Un trader qui veut une exposition à levier sur un actif dispose en général de deux instruments et traite le choix comme une affaire de ce que l'interface montre en premier. Ce n'est pas une différence cosmétique. Les deux contrats répartissent leurs coûts sur des calendriers complètement différents, et celui qui revient le moins cher dépend presque entièrement de la durée pendant laquelle vous comptez tenir.
Un contrat à échéance est un accord de règlement à une date déterminée. Il a une durée de vie fixe, une fin connue, et un prix qui reflète à la fois le niveau actuel du sous-jacent et ce que le marché pense du fait de le détenir jusqu'à cette date.
Un perpétuel n'a pas d'échéance. Il est conçu pour suivre le sous-jacent indéfiniment, ce qui exige un mécanisme l'empêchant de s'en éloigner, puisque rien ne le force à converger vers quoi que ce soit. Ce mécanisme est un paiement périodique entre les deux côtés, et c'est le trait qui définit l'instrument.

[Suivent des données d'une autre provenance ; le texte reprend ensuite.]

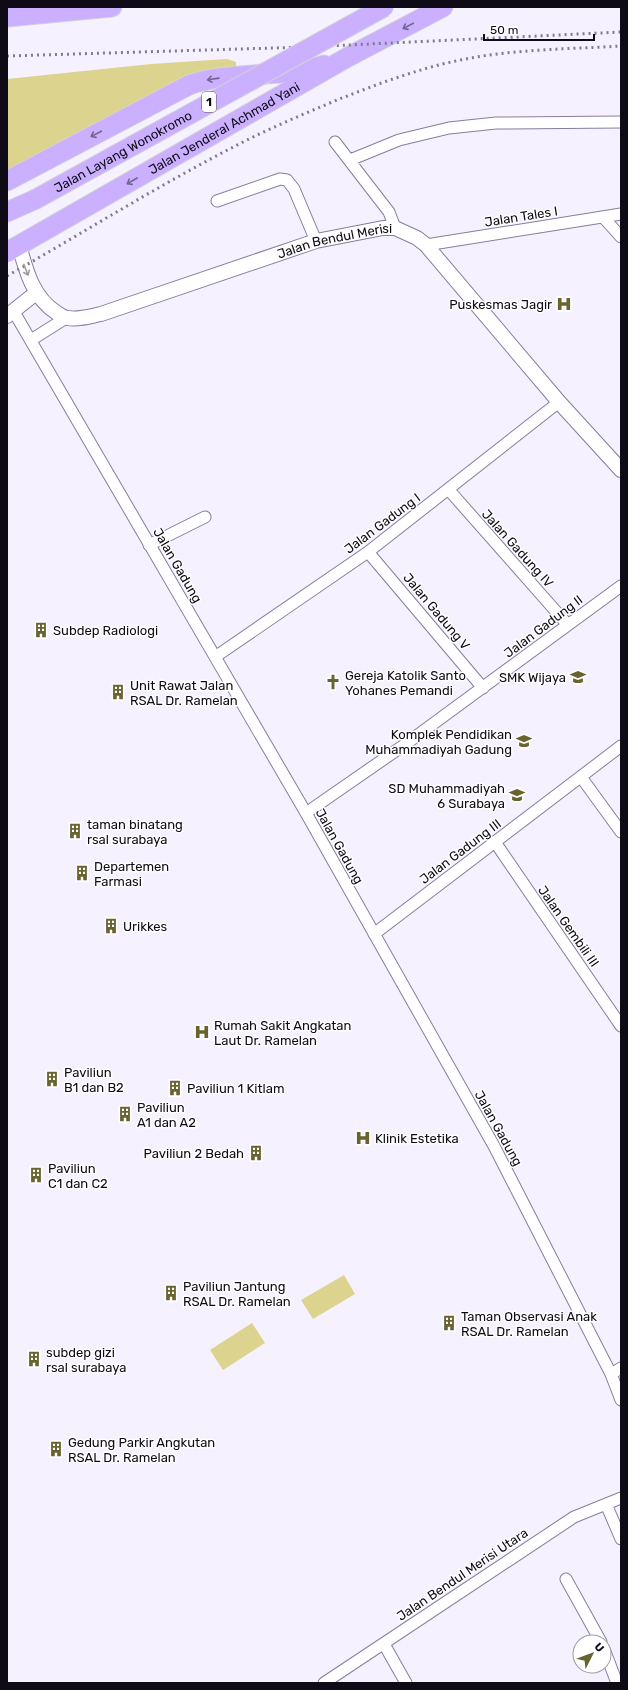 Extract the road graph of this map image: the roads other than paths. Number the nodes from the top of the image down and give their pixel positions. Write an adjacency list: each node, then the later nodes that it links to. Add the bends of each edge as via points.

Les deux donnent la même exposition directionnelle avec levier, et une position de même taille se comporte de façon identique face à un mouvement de prix. Tout ce qui les sépare tient au coût de portage et à ce qui se passe à mesure que le temps passe, c'est-à-dire précisément la partie invisible sur un graphique.
Les deux contrats se comportent de façon identique face à un mouvement de prix. Tout ce qui les sépare est ce qui se passe pendant l'attente, la partie qu'un graphique ne montre pas.
Une échéance force le contrat et le sous-jacent à se rejoindre. À la date de règlement, le contrat vaut ce que vaut le sous-jacent, par définition, et tout écart entre eux avant cette date doit se refermer d'ici là. C'est la convergence, et c'est une certitude mécanique plutôt qu'une tendance.
Cette certitude est ce qui permet à un contrat à échéance de se traiter loin du prix courant sans se tromper. Un contrat coté au-dessus du sous-jacent ne fait pas une prévision, il reflète le coût et le bénéfice de tenir la position jusqu'au règlement, et cette différence est arithmétique plutôt qu'une opinion.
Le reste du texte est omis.